Mrs. Hogarth’s son, who was in Eastport with his
wife (and some of his kids and some of their kids and a few of
their
kids) to take his mom and her best friends from her assisted-living community out for her birthday, smiled. “Is that so?”

“And Katie takes pictures for her school paper,” Mrs. Hogarth went on. “And for our community newsletter. She took that nice picture of the quilting club. Remember, Anne Marie?”

“I thought I looked fat in it,” said Mrs. O’Callahan, who, by the way,
is
fat. Although I’d tried to Photoshop out some of the excess, knowing she’d complain later.

“Well,” I said, super chipperly. “Is everyone ready for dessert?”

“Oh, I think so,” Mrs. Hogarth’s son said with a wink. He’d stopped by earlier with a cake from Strong’s Bakery, which we’d stashed in the back and which I was supposed to bring out while singing “Happy Birthday.” The Hogarths had forgotten to get candles, though, so I’d run over to the card shop and picked up two shaped like the numbers nine and seven. They were kids’ candles, with clowns on them, but I knew Mrs. Hogarth wouldn’t mind.

“Oh, nothing for me, thanks,” Mrs. Hogarth said. “I’m stuffed. That grouper was delicious!”

“I’ll be right back to see if anyone wants coffee, then,” I said, and hurried around the corner to the soda station, still careful not to look back in Eric’s direction.

Ducking into the kitchen, I grabbed Mrs. Hogarth’s cake, threw on the two candles, and started out again—
—and almost crashed right into Eric Fluteley, who, looking at me intensely the whole time, took the cake from my hands, set it next to the coffeemaker, grabbed me by both shoulders, and kissed me on the lips.

“The Gull ’n Gulp just so isn’t Morgan Castle’s kind of place,” Sidney was going on, into my cell phone.

I grunted in response. I was trying to work some leave-in conditioner through my wet hair with a comb. I’d had to wash it three times after my shift in order to get the smell of fried quahog out of it.

Seriously, I don’t know how Seth can stand to make out with me when I stink so much of clams.
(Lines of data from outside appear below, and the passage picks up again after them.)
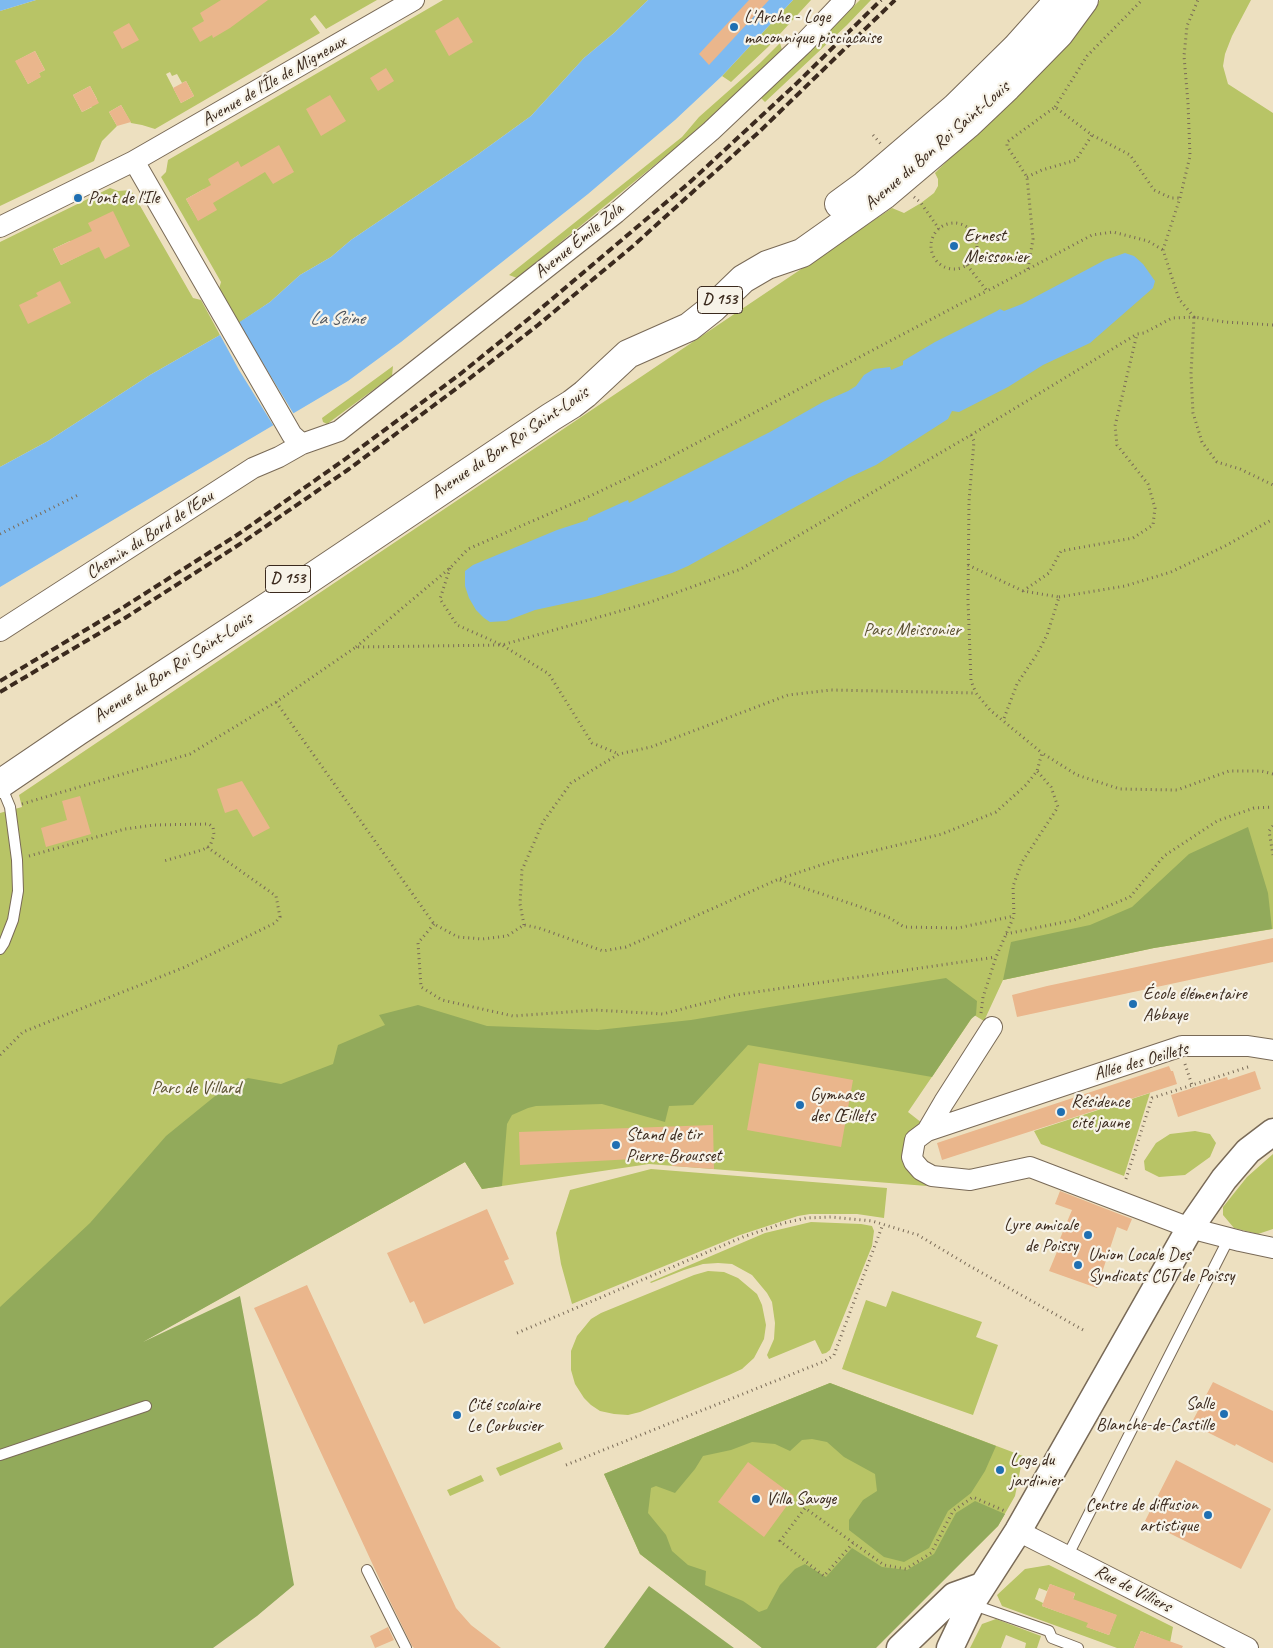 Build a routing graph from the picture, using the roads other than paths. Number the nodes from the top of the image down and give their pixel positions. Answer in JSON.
{"nodes":[{"id":1,"x":414,"y":0,"type":"edge"},
{"id":2,"x":845,"y":0,"type":"edge"},
{"id":3,"x":1059,"y":0,"type":"edge"},
{"id":4,"x":1084,"y":0,"type":"edge"},
{"id":5,"x":134,"y":161,"type":"junction"},
{"id":6,"x":0,"y":226,"type":"edge"},
{"id":7,"x":297,"y":439,"type":"junction"},
{"id":8,"x":0,"y":631,"type":"edge"},
{"id":9,"x":2,"y":784,"type":"edge"},
{"id":10,"x":0,"y":949,"type":"edge"},
{"id":11,"x":986,"y":1023,"type":"road end"},
{"id":12,"x":1273,"y":1050,"type":"edge"},
{"id":13,"x":928,"y":1131,"type":"junction"},
{"id":14,"x":1273,"y":1132,"type":"edge"},
{"id":15,"x":1190,"y":1228,"type":"junction"},
{"id":16,"x":1229,"y":1238,"type":"junction"},
{"id":17,"x":1273,"y":1248,"type":"edge"},
{"id":18,"x":146,"y":1406,"type":"dead end"},
{"id":19,"x":0,"y":1455,"type":"edge"},
{"id":20,"x":1012,"y":1521,"type":"junction"},
{"id":21,"x":1068,"y":1555,"type":"junction"},
{"id":22,"x":366,"y":1570,"type":"dead end"},
{"id":23,"x":976,"y":1595,"type":"junction"},
{"id":24,"x":406,"y":1648,"type":"edge"},
{"id":25,"x":900,"y":1648,"type":"edge"},
{"id":26,"x":950,"y":1648,"type":"edge"},
{"id":27,"x":1078,"y":1648,"type":"edge"},
{"id":28,"x":1248,"y":1648,"type":"edge"}],
"edges":[{"from":1,"to":5,"type":"street","name":"Avenue de l'Île de Migneaux"},
{"from":2,"to":7,"type":"street","name":"Avenue Émile Zola"},
{"from":3,"to":9,"type":"main road","name":"Avenue du Bon Roi Saint-Louis","number":"D 153"},
{"from":4,"to":9,"type":"main road","name":"Avenue du Bon Roi Saint-Louis","number":"D 153"},
{"from":5,"to":6,"type":"street","name":"Avenue de l'Île de Migneaux"},
{"from":5,"to":7,"type":"street"},
{"from":7,"to":8,"type":"street","name":"Chemin du Bord de l'Eau"},
{"from":9,"to":10,"type":"lane"},
{"from":11,"to":13,"type":"street"},
{"from":12,"to":13,"type":"street","name":"Allée des Oeillets"},
{"from":13,"to":15,"type":"street"},
{"from":14,"to":15,"type":"street"},
{"from":15,"to":16,"type":"street"},
{"from":15,"to":20,"type":"street"},
{"from":16,"to":17,"type":"street"},
{"from":16,"to":21,"type":"lane"},
{"from":18,"to":19,"type":"lane"},
{"from":20,"to":21,"type":"street","name":"Rue de Villiers"},
{"from":20,"to":23,"type":"street"},
{"from":21,"to":28,"type":"street","name":"Rue de Villiers"},
{"from":22,"to":24,"type":"lane"},
{"from":23,"to":25,"type":"street"},
{"from":23,"to":26,"type":"street"},
{"from":23,"to":27,"type":"lane"}]} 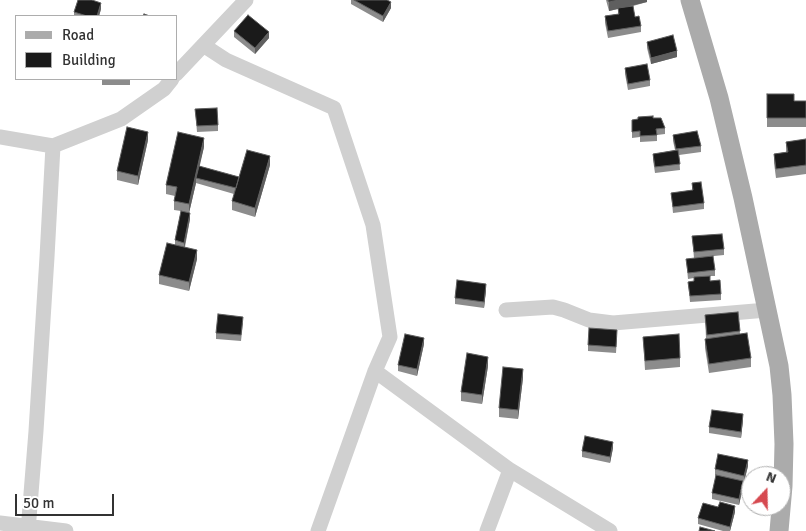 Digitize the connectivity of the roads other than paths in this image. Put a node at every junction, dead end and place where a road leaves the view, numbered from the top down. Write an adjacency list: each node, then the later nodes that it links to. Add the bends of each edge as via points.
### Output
1 (246, 0): 3 (street)
2 (690, 0): 9 (main road, via 719,98)
3 (203, 46): 4 (street); 10 (street, via 226,60 334,108 373,225 379,262 390,337)
4 (178, 72)
5 (171, 80): 7 (street, via 121,119)
6 (0, 137): 7 (street)
7 (52, 146): 13 (street, via 47,267)
8 (506, 310): 9 (street, via 552,307 589,320 613,323)
9 (767, 310): 18 (main road, via 782,395 784,444)
10 (375, 372): 11 (street); 15 (street)
11 (510, 470): 16 (street); 17 (street)
12 (0, 523): 13 (street)
13 (28, 529): 14 (street)
14 (66, 531)
15 (318, 531)
16 (487, 531)
17 (610, 531)
18 (779, 531) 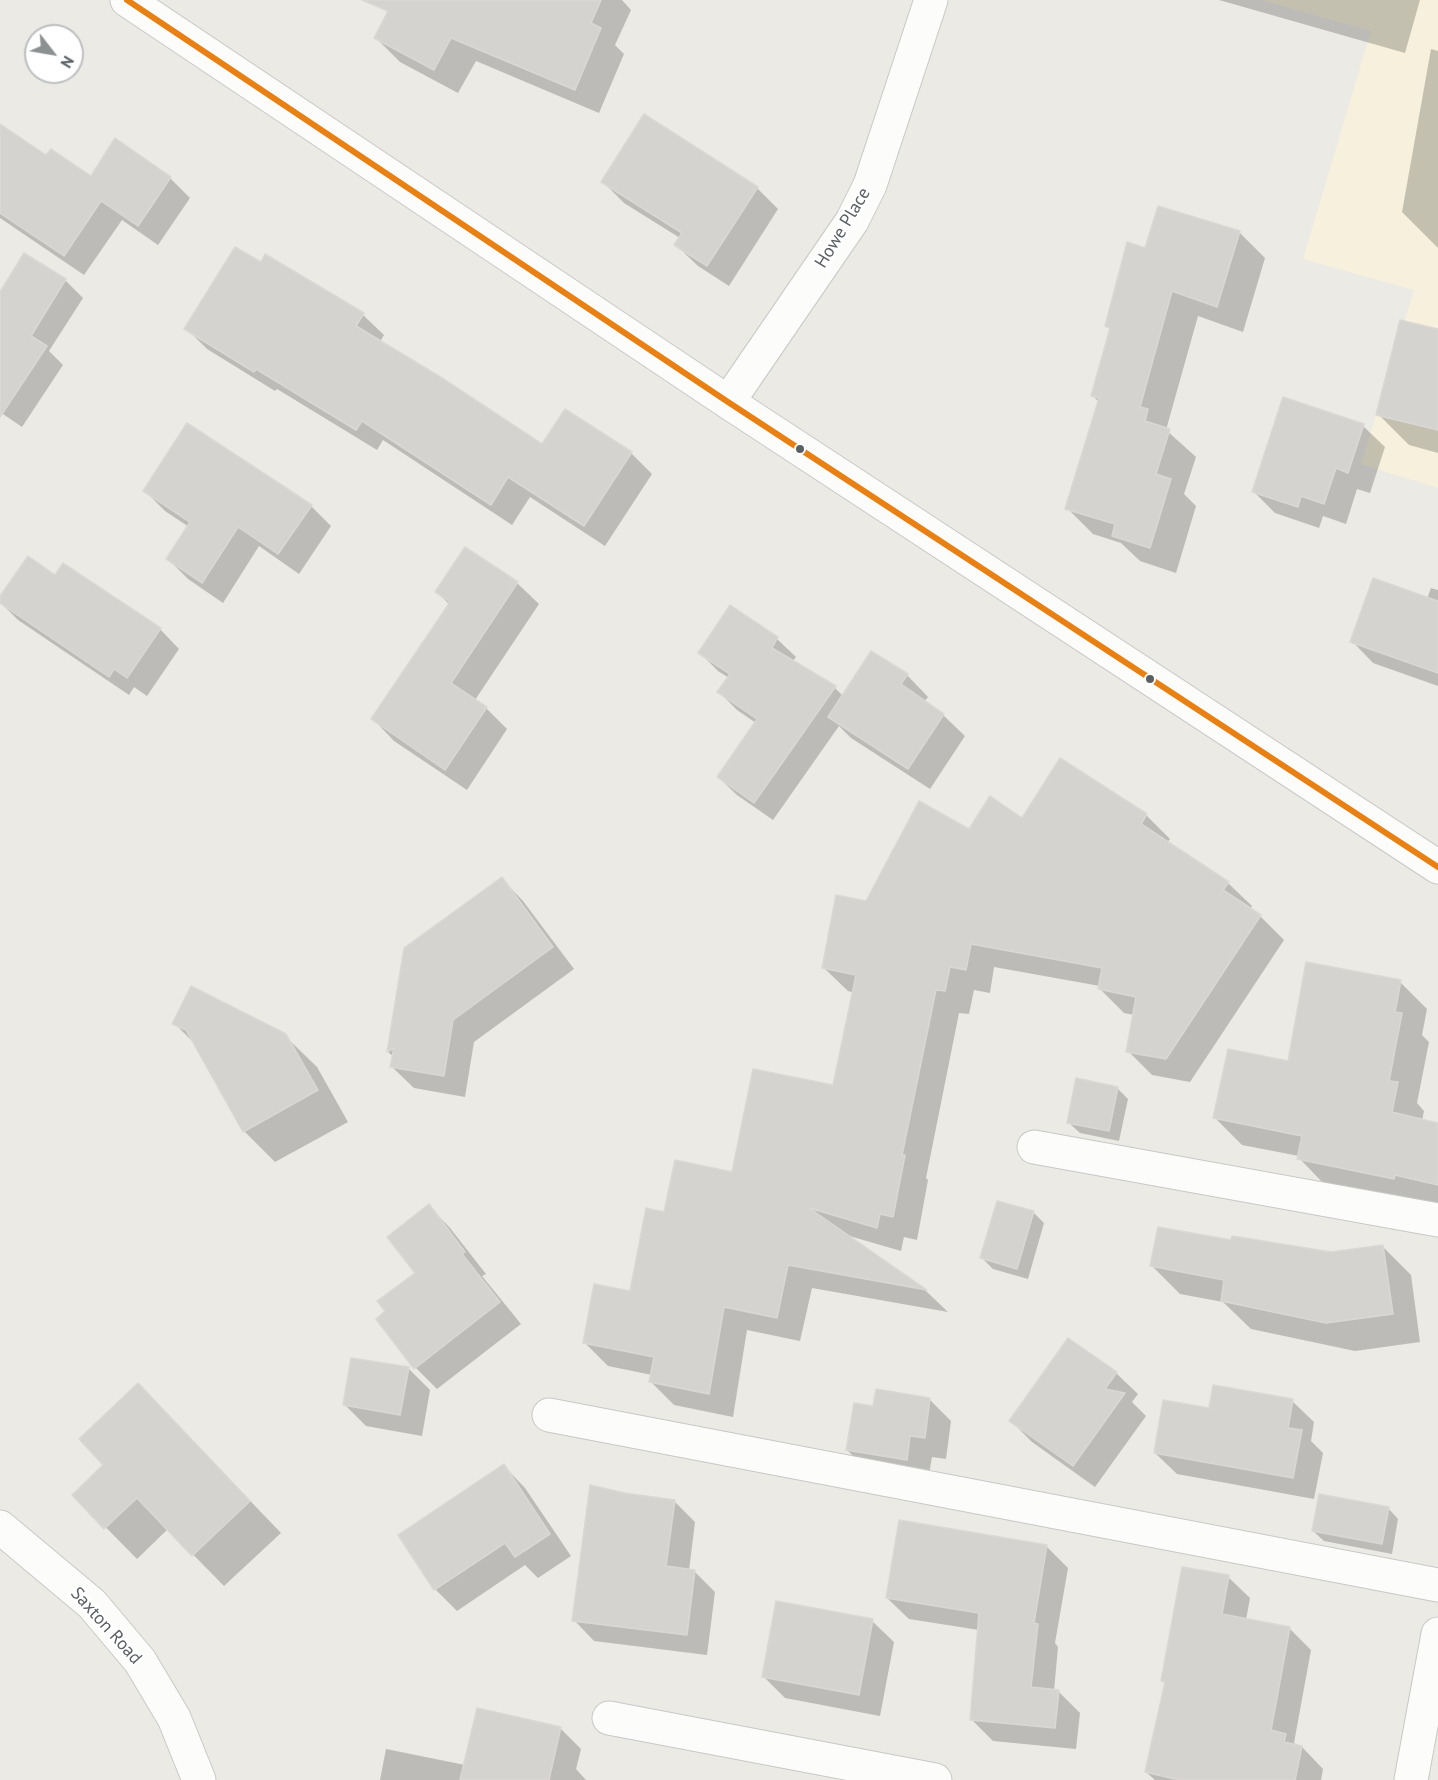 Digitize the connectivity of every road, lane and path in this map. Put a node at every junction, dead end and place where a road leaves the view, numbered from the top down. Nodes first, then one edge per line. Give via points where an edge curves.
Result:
1 (127, 0) edge
2 (931, 0) edge
3 (728, 402) junction
4 (1438, 867) edge
5 (1034, 1147) dead end
6 (1438, 1220) edge
7 (549, 1415) dead end
8 (0, 1527) edge
9 (1438, 1585) edge
10 (1438, 1634) edge
11 (609, 1718) dead end
12 (199, 1780) edge
13 (935, 1780) edge
14 (1411, 1780) edge

1 - 3 street
2 - 3 street, Howe Place via 870,185 852,221
3 - 4 street
5 - 6 street
7 - 9 street
8 - 12 street, Saxton Road via 92,1604 140,1661 174,1718
10 - 14 street
11 - 13 street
But the stink is pretty much the only downside of waitressing at one of the most popular restaurants in town. Especially when you pocket forty-eight bucks in tips, like I did tonight.

Not to mention the added bonus of getting kissed by Eric Fluteley at the soda station.

“I mean, shouldn’t she have been over at the Oaken
Bucket?” Sidney asked.

“Totally.” I don’t know what’s going on with my hair. I have been trying to grow it out ever since an unfortunate bob incident midway through sophomore year. It’s almost shoulder-length now, with a lot of layers (because the stick-straight thing that works so well for Sidney doesn’t work at
all
for me) and gold highlights to make it less aggressively
brown
. According to Marty over at Supercuts, I’m supposed to let it dry naturally, then scrunch it with curl enhancer to make it fuller and give it bounce.

But that only seems to work when it’s humid outside, or I’m in the vicinity of the Gull ’n Gulp’s kitchen.

Sidney was right, of course. The Oaken Bucket, the vegan café across town, is much more Morgan’s scene than the Gull ’n Gulp. I mean, the Bucket serves stuff like falafel in a pita with hummus and avocado, and tofu stirfry over brown rice. You won’t find a single item on the menu made with quahogs over at the Bucket, that’s for sure.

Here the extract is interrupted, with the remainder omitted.